_Task_
Each entry below must be given again word for word, with no pictures.

_Data under study_

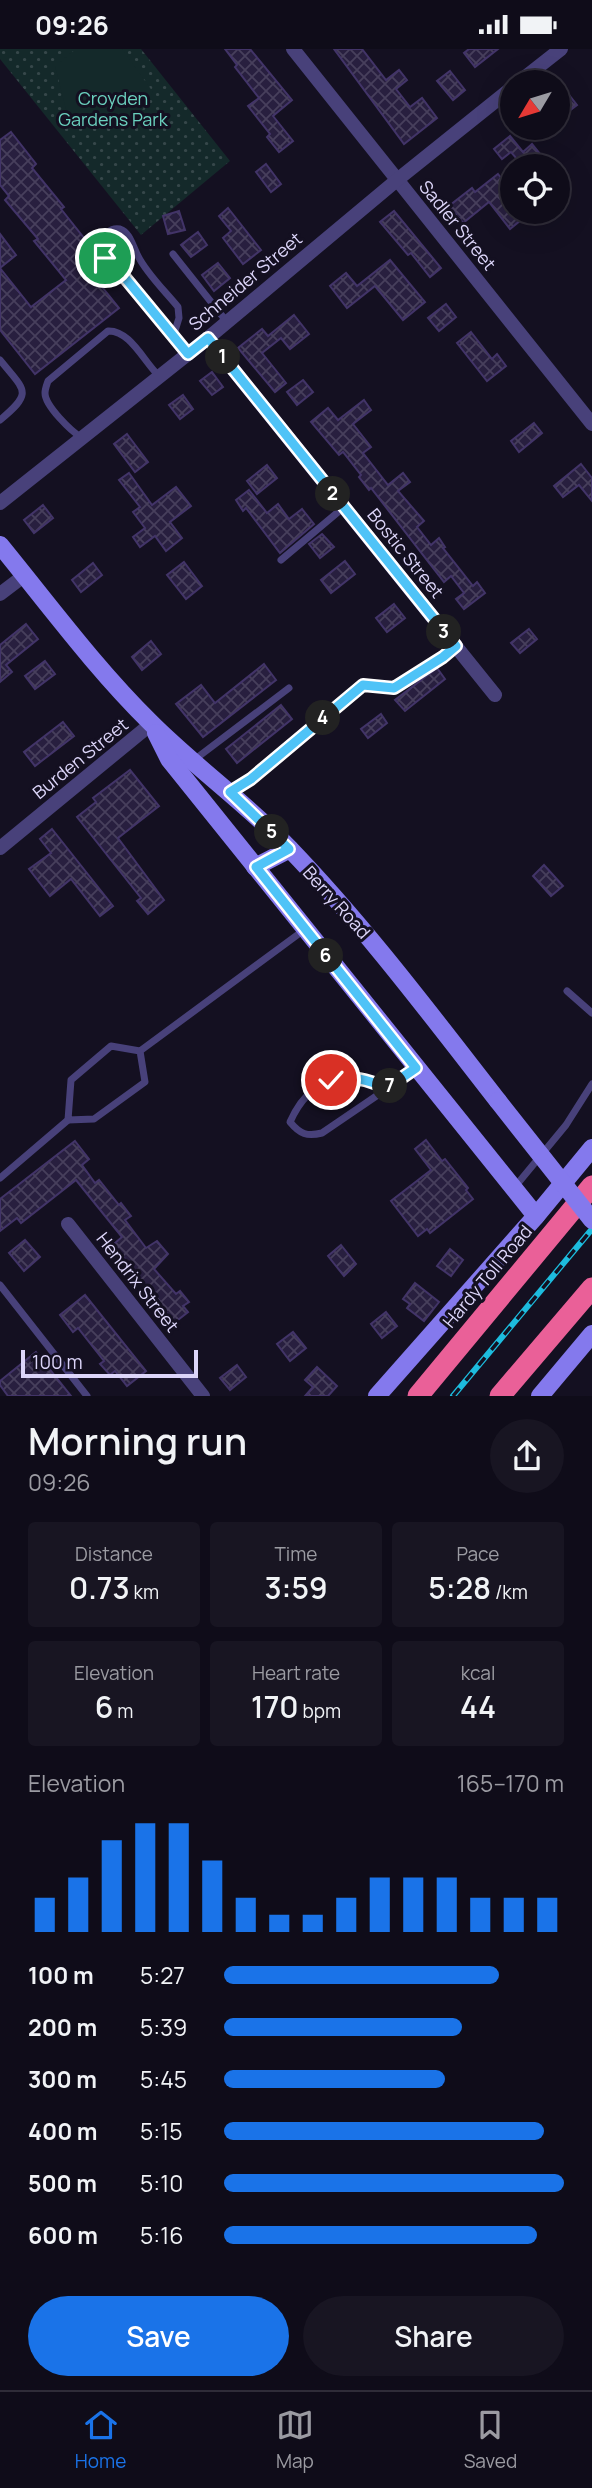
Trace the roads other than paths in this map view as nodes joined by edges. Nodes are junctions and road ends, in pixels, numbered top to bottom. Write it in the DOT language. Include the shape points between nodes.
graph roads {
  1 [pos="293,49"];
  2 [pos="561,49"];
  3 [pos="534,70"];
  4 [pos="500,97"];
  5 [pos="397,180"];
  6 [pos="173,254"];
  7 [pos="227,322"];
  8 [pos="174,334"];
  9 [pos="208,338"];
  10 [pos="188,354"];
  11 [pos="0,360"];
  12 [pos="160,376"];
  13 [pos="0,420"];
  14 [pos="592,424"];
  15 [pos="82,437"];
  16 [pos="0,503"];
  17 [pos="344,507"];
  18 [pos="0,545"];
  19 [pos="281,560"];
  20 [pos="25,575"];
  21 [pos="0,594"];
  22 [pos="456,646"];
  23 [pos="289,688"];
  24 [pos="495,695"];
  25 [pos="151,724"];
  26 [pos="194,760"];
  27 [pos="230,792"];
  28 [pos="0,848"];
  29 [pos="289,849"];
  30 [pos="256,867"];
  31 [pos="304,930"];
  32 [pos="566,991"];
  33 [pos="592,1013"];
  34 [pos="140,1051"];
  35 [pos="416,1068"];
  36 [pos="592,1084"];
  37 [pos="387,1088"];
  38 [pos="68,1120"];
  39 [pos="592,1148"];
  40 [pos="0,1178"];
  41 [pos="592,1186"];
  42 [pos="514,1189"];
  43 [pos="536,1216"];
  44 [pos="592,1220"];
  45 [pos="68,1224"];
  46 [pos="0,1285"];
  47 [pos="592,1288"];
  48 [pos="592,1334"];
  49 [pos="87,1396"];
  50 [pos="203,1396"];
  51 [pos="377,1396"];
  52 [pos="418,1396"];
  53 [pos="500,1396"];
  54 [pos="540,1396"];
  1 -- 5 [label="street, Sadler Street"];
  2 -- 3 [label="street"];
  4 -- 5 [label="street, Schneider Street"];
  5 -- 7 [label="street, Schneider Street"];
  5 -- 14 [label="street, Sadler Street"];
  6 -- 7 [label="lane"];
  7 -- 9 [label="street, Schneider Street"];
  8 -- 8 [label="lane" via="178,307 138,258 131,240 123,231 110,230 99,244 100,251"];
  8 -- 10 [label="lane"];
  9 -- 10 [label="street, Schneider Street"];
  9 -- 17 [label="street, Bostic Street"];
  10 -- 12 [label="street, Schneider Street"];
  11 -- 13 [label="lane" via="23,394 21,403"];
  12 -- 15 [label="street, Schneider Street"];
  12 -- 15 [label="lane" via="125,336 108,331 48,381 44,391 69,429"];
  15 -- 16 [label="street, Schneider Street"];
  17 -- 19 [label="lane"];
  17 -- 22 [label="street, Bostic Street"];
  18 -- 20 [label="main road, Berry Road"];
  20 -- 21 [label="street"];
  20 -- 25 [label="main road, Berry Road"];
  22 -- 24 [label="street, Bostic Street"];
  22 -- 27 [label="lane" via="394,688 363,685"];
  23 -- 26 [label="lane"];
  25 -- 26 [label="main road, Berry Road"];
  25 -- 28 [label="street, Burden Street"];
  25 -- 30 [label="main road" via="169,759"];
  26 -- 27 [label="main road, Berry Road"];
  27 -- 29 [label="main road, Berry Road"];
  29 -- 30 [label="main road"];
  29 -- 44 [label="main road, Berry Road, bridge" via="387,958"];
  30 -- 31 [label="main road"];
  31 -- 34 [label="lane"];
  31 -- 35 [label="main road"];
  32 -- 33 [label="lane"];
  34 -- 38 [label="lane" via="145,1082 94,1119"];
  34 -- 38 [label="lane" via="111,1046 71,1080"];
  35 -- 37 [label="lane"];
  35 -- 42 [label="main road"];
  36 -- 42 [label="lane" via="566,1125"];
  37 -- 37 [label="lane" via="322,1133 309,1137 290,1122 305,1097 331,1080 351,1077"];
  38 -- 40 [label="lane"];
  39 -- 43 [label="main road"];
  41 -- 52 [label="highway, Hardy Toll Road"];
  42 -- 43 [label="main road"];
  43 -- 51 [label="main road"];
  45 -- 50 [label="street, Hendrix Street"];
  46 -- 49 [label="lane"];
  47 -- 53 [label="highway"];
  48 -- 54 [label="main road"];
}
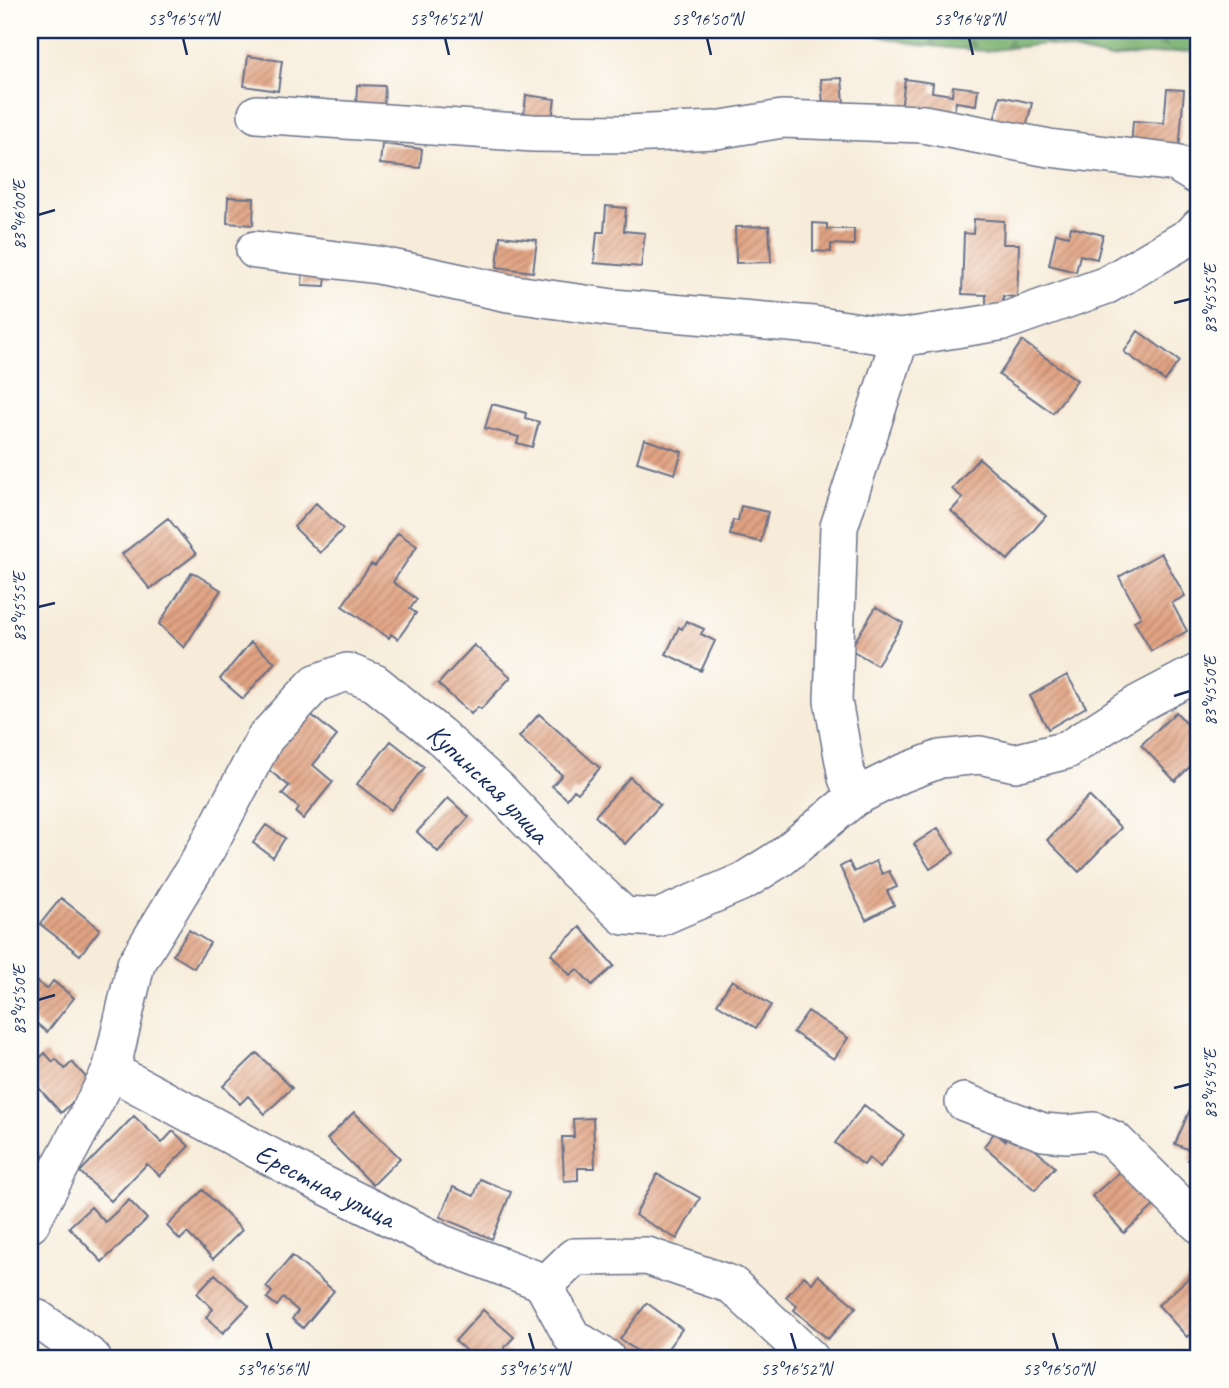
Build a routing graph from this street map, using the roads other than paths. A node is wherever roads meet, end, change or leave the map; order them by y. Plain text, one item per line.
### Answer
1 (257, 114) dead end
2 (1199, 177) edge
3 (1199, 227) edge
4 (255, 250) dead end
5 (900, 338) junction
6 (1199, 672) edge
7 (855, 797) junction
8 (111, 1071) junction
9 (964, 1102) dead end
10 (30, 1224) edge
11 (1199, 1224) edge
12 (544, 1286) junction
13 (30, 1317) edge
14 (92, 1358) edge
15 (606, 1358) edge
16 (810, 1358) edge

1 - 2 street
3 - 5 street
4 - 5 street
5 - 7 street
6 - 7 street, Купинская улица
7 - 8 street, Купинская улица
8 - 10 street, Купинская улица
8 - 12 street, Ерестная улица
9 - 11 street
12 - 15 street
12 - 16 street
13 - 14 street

_Result of this exercise_
Trace the roads other than paths in this map view as nodes joined by edges. Nodes are junctions and road ends, in pixels, numbered top to bottom. Write it in the DOT language. Include the shape points between nodes.
graph roads {
  1 [pos="293,49"];
  2 [pos="561,49"];
  3 [pos="534,70"];
  4 [pos="500,97"];
  5 [pos="397,180"];
  6 [pos="173,254"];
  7 [pos="227,322"];
  8 [pos="174,334"];
  9 [pos="208,338"];
  10 [pos="188,354"];
  11 [pos="0,360"];
  12 [pos="160,376"];
  13 [pos="0,420"];
  14 [pos="592,424"];
  15 [pos="82,437"];
  16 [pos="0,503"];
  17 [pos="344,507"];
  18 [pos="0,545"];
  19 [pos="281,560"];
  20 [pos="25,575"];
  21 [pos="0,594"];
  22 [pos="456,646"];
  23 [pos="289,688"];
  24 [pos="495,695"];
  25 [pos="151,724"];
  26 [pos="194,760"];
  27 [pos="230,792"];
  28 [pos="0,848"];
  29 [pos="289,849"];
  30 [pos="256,867"];
  31 [pos="304,930"];
  32 [pos="566,991"];
  33 [pos="592,1013"];
  34 [pos="140,1051"];
  35 [pos="416,1068"];
  36 [pos="592,1084"];
  37 [pos="387,1088"];
  38 [pos="68,1120"];
  39 [pos="592,1148"];
  40 [pos="0,1178"];
  41 [pos="592,1186"];
  42 [pos="514,1189"];
  43 [pos="536,1216"];
  44 [pos="592,1220"];
  45 [pos="68,1224"];
  46 [pos="0,1285"];
  47 [pos="592,1288"];
  48 [pos="592,1334"];
  49 [pos="87,1396"];
  50 [pos="203,1396"];
  51 [pos="377,1396"];
  52 [pos="418,1396"];
  53 [pos="500,1396"];
  54 [pos="540,1396"];
  1 -- 5 [label="street, Sadler Street"];
  2 -- 3 [label="street"];
  4 -- 5 [label="street, Schneider Street"];
  5 -- 7 [label="street, Schneider Street"];
  5 -- 14 [label="street, Sadler Street"];
  6 -- 7 [label="lane"];
  7 -- 9 [label="street, Schneider Street"];
  8 -- 8 [label="lane" via="178,307 138,258 131,240 123,231 110,230 99,244 100,251"];
  8 -- 10 [label="lane"];
  9 -- 10 [label="street, Schneider Street"];
  9 -- 17 [label="street, Bostic Street"];
  10 -- 12 [label="street, Schneider Street"];
  11 -- 13 [label="lane" via="23,394 21,403"];
  12 -- 15 [label="street, Schneider Street"];
  12 -- 15 [label="lane" via="125,336 108,331 48,381 44,391 69,429"];
  15 -- 16 [label="street, Schneider Street"];
  17 -- 19 [label="lane"];
  17 -- 22 [label="street, Bostic Street"];
  18 -- 20 [label="main road, Berry Road"];
  20 -- 21 [label="street"];
  20 -- 25 [label="main road, Berry Road"];
  22 -- 24 [label="street, Bostic Street"];
  22 -- 27 [label="lane" via="394,688 363,685"];
  23 -- 26 [label="lane"];
  25 -- 26 [label="main road, Berry Road"];
  25 -- 28 [label="street, Burden Street"];
  25 -- 30 [label="main road" via="169,759"];
  26 -- 27 [label="main road, Berry Road"];
  27 -- 29 [label="main road, Berry Road"];
  29 -- 30 [label="main road"];
  29 -- 44 [label="main road, Berry Road, bridge" via="387,958"];
  30 -- 31 [label="main road"];
  31 -- 34 [label="lane"];
  31 -- 35 [label="main road"];
  32 -- 33 [label="lane"];
  34 -- 38 [label="lane" via="145,1082 94,1119"];
  34 -- 38 [label="lane" via="111,1046 71,1080"];
  35 -- 37 [label="lane"];
  35 -- 42 [label="main road"];
  36 -- 42 [label="lane" via="566,1125"];
  37 -- 37 [label="lane" via="322,1133 309,1137 290,1122 305,1097 331,1080 351,1077"];
  38 -- 40 [label="lane"];
  39 -- 43 [label="main road"];
  41 -- 52 [label="highway, Hardy Toll Road"];
  42 -- 43 [label="main road"];
  43 -- 51 [label="main road"];
  45 -- 50 [label="street, Hendrix Street"];
  46 -- 49 [label="lane"];
  47 -- 53 [label="highway"];
  48 -- 54 [label="main road"];
}
Build a routing graph from this street map, using the roads other than paths. A node is wherever roads meet, end, change or leave the map; order them by y. Plain text, one item per line.
### Answer
1 (257, 114) dead end
2 (1199, 177) edge
3 (1199, 227) edge
4 (255, 250) dead end
5 (900, 338) junction
6 (1199, 672) edge
7 (855, 797) junction
8 (111, 1071) junction
9 (964, 1102) dead end
10 (30, 1224) edge
11 (1199, 1224) edge
12 (544, 1286) junction
13 (30, 1317) edge
14 (92, 1358) edge
15 (606, 1358) edge
16 (810, 1358) edge

1 - 2 street
3 - 5 street
4 - 5 street
5 - 7 street
6 - 7 street, Купинская улица
7 - 8 street, Купинская улица
8 - 10 street, Купинская улица
8 - 12 street, Ерестная улица
9 - 11 street
12 - 15 street
12 - 16 street
13 - 14 street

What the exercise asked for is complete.